**TASK DIRECTIONS**: Take the entries below and return them unchanged.

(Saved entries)
------------------------------------

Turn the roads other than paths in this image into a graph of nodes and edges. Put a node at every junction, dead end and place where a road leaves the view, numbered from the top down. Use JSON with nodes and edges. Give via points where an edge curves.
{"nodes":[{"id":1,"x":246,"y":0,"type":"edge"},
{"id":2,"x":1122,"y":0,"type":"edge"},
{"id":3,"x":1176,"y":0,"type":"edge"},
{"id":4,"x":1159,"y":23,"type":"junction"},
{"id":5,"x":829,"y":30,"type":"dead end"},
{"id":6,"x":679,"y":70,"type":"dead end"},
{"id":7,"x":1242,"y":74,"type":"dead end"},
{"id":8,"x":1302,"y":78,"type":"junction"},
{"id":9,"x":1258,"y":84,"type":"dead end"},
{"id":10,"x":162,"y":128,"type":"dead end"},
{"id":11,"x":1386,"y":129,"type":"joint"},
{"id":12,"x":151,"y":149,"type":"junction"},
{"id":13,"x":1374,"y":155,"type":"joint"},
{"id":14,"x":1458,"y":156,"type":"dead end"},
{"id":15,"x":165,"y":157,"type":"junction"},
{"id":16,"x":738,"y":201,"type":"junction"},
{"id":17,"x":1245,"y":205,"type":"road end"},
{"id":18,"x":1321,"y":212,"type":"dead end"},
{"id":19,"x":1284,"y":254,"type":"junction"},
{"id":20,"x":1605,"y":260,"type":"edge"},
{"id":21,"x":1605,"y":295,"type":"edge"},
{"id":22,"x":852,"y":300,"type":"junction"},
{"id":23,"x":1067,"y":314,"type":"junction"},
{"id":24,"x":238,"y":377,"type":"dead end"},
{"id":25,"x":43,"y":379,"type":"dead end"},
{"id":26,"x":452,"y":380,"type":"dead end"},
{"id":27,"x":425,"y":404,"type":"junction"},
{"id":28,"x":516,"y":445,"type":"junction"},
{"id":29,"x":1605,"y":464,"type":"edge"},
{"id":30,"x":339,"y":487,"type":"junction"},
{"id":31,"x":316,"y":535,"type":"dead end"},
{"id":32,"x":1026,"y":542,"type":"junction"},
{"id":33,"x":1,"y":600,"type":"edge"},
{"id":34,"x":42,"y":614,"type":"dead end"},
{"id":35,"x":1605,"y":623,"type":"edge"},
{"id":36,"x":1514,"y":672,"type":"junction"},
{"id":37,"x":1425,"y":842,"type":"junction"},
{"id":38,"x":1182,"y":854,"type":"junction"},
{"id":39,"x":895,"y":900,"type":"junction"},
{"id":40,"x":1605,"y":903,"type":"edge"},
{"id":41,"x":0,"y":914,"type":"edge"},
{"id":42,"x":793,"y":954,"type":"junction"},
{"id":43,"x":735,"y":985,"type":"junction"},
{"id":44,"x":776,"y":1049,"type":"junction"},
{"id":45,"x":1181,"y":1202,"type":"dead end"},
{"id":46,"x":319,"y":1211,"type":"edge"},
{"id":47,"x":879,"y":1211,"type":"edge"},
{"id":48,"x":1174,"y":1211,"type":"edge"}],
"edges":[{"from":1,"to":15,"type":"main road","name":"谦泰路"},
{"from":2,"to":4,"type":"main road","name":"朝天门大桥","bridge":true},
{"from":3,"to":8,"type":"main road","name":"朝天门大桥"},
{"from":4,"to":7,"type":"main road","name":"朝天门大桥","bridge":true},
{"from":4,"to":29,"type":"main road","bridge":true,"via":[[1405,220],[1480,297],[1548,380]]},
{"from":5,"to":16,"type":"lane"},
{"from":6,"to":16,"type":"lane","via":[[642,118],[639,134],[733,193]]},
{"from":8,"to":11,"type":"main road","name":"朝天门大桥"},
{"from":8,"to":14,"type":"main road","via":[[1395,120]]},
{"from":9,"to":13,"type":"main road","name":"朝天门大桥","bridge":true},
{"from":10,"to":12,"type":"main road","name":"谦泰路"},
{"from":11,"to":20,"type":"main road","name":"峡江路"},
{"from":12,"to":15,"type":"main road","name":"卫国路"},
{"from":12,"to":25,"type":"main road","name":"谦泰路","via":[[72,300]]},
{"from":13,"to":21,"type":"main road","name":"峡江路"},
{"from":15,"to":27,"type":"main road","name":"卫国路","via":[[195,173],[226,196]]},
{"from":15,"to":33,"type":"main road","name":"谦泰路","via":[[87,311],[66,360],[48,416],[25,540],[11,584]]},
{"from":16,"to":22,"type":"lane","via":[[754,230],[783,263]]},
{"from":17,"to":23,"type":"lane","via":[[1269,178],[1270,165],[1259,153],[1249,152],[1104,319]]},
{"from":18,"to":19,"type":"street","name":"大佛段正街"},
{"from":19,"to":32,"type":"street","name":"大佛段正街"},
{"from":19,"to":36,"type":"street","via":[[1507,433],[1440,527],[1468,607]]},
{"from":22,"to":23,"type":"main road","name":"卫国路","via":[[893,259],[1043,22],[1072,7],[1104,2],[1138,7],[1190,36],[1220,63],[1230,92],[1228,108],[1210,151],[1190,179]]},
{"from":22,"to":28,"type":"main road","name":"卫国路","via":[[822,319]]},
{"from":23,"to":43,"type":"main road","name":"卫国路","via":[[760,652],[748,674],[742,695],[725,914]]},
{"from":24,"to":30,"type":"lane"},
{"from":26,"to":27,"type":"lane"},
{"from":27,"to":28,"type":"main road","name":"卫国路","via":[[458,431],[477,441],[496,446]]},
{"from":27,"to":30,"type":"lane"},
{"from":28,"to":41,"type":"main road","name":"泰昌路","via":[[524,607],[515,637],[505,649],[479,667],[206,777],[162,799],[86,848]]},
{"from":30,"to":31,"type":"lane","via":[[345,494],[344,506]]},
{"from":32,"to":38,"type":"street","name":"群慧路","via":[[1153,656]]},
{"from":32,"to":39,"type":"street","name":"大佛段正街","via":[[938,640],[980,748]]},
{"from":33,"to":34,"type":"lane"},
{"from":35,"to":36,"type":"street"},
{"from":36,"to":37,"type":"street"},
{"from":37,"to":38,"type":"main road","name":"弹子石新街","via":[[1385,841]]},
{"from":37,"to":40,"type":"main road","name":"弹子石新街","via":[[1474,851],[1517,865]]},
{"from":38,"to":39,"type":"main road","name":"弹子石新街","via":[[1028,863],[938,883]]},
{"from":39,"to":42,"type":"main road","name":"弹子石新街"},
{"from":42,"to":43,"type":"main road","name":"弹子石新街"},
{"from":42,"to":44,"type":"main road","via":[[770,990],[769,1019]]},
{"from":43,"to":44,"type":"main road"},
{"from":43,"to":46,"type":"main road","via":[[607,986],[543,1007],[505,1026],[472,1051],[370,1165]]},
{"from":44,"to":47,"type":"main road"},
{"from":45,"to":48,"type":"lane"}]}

------------------------------------

**YOUR RESPONSE**:
Turn the roads other than paths in this image into a graph of nodes and edges. Put a node at every junction, dead end and place where a road leaves the view, numbered from the top down. Use JSON with nodes and edges. Give via points where an edge curves.
{"nodes":[{"id":1,"x":246,"y":0,"type":"edge"},
{"id":2,"x":1122,"y":0,"type":"edge"},
{"id":3,"x":1176,"y":0,"type":"edge"},
{"id":4,"x":1159,"y":23,"type":"junction"},
{"id":5,"x":829,"y":30,"type":"dead end"},
{"id":6,"x":679,"y":70,"type":"dead end"},
{"id":7,"x":1242,"y":74,"type":"dead end"},
{"id":8,"x":1302,"y":78,"type":"junction"},
{"id":9,"x":1258,"y":84,"type":"dead end"},
{"id":10,"x":162,"y":128,"type":"dead end"},
{"id":11,"x":1386,"y":129,"type":"joint"},
{"id":12,"x":151,"y":149,"type":"junction"},
{"id":13,"x":1374,"y":155,"type":"joint"},
{"id":14,"x":1458,"y":156,"type":"dead end"},
{"id":15,"x":165,"y":157,"type":"junction"},
{"id":16,"x":738,"y":201,"type":"junction"},
{"id":17,"x":1245,"y":205,"type":"road end"},
{"id":18,"x":1321,"y":212,"type":"dead end"},
{"id":19,"x":1284,"y":254,"type":"junction"},
{"id":20,"x":1605,"y":260,"type":"edge"},
{"id":21,"x":1605,"y":295,"type":"edge"},
{"id":22,"x":852,"y":300,"type":"junction"},
{"id":23,"x":1067,"y":314,"type":"junction"},
{"id":24,"x":238,"y":377,"type":"dead end"},
{"id":25,"x":43,"y":379,"type":"dead end"},
{"id":26,"x":452,"y":380,"type":"dead end"},
{"id":27,"x":425,"y":404,"type":"junction"},
{"id":28,"x":516,"y":445,"type":"junction"},
{"id":29,"x":1605,"y":464,"type":"edge"},
{"id":30,"x":339,"y":487,"type":"junction"},
{"id":31,"x":316,"y":535,"type":"dead end"},
{"id":32,"x":1026,"y":542,"type":"junction"},
{"id":33,"x":1,"y":600,"type":"edge"},
{"id":34,"x":42,"y":614,"type":"dead end"},
{"id":35,"x":1605,"y":623,"type":"edge"},
{"id":36,"x":1514,"y":672,"type":"junction"},
{"id":37,"x":1425,"y":842,"type":"junction"},
{"id":38,"x":1182,"y":854,"type":"junction"},
{"id":39,"x":895,"y":900,"type":"junction"},
{"id":40,"x":1605,"y":903,"type":"edge"},
{"id":41,"x":0,"y":914,"type":"edge"},
{"id":42,"x":793,"y":954,"type":"junction"},
{"id":43,"x":735,"y":985,"type":"junction"},
{"id":44,"x":776,"y":1049,"type":"junction"},
{"id":45,"x":1181,"y":1202,"type":"dead end"},
{"id":46,"x":319,"y":1211,"type":"edge"},
{"id":47,"x":879,"y":1211,"type":"edge"},
{"id":48,"x":1174,"y":1211,"type":"edge"}],
"edges":[{"from":1,"to":15,"type":"main road","name":"谦泰路"},
{"from":2,"to":4,"type":"main road","name":"朝天门大桥","bridge":true},
{"from":3,"to":8,"type":"main road","name":"朝天门大桥"},
{"from":4,"to":7,"type":"main road","name":"朝天门大桥","bridge":true},
{"from":4,"to":29,"type":"main road","bridge":true,"via":[[1405,220],[1480,297],[1548,380]]},
{"from":5,"to":16,"type":"lane"},
{"from":6,"to":16,"type":"lane","via":[[642,118],[639,134],[733,193]]},
{"from":8,"to":11,"type":"main road","name":"朝天门大桥"},
{"from":8,"to":14,"type":"main road","via":[[1395,120]]},
{"from":9,"to":13,"type":"main road","name":"朝天门大桥","bridge":true},
{"from":10,"to":12,"type":"main road","name":"谦泰路"},
{"from":11,"to":20,"type":"main road","name":"峡江路"},
{"from":12,"to":15,"type":"main road","name":"卫国路"},
{"from":12,"to":25,"type":"main road","name":"谦泰路","via":[[72,300]]},
{"from":13,"to":21,"type":"main road","name":"峡江路"},
{"from":15,"to":27,"type":"main road","name":"卫国路","via":[[195,173],[226,196]]},
{"from":15,"to":33,"type":"main road","name":"谦泰路","via":[[87,311],[66,360],[48,416],[25,540],[11,584]]},
{"from":16,"to":22,"type":"lane","via":[[754,230],[783,263]]},
{"from":17,"to":23,"type":"lane","via":[[1269,178],[1270,165],[1259,153],[1249,152],[1104,319]]},
{"from":18,"to":19,"type":"street","name":"大佛段正街"},
{"from":19,"to":32,"type":"street","name":"大佛段正街"},
{"from":19,"to":36,"type":"street","via":[[1507,433],[1440,527],[1468,607]]},
{"from":22,"to":23,"type":"main road","name":"卫国路","via":[[893,259],[1043,22],[1072,7],[1104,2],[1138,7],[1190,36],[1220,63],[1230,92],[1228,108],[1210,151],[1190,179]]},
{"from":22,"to":28,"type":"main road","name":"卫国路","via":[[822,319]]},
{"from":23,"to":43,"type":"main road","name":"卫国路","via":[[760,652],[748,674],[742,695],[725,914]]},
{"from":24,"to":30,"type":"lane"},
{"from":26,"to":27,"type":"lane"},
{"from":27,"to":28,"type":"main road","name":"卫国路","via":[[458,431],[477,441],[496,446]]},
{"from":27,"to":30,"type":"lane"},
{"from":28,"to":41,"type":"main road","name":"泰昌路","via":[[524,607],[515,637],[505,649],[479,667],[206,777],[162,799],[86,848]]},
{"from":30,"to":31,"type":"lane","via":[[345,494],[344,506]]},
{"from":32,"to":38,"type":"street","name":"群慧路","via":[[1153,656]]},
{"from":32,"to":39,"type":"street","name":"大佛段正街","via":[[938,640],[980,748]]},
{"from":33,"to":34,"type":"lane"},
{"from":35,"to":36,"type":"street"},
{"from":36,"to":37,"type":"street"},
{"from":37,"to":38,"type":"main road","name":"弹子石新街","via":[[1385,841]]},
{"from":37,"to":40,"type":"main road","name":"弹子石新街","via":[[1474,851],[1517,865]]},
{"from":38,"to":39,"type":"main road","name":"弹子石新街","via":[[1028,863],[938,883]]},
{"from":39,"to":42,"type":"main road","name":"弹子石新街"},
{"from":42,"to":43,"type":"main road","name":"弹子石新街"},
{"from":42,"to":44,"type":"main road","via":[[770,990],[769,1019]]},
{"from":43,"to":44,"type":"main road"},
{"from":43,"to":46,"type":"main road","via":[[607,986],[543,1007],[505,1026],[472,1051],[370,1165]]},
{"from":44,"to":47,"type":"main road"},
{"from":45,"to":48,"type":"lane"}]}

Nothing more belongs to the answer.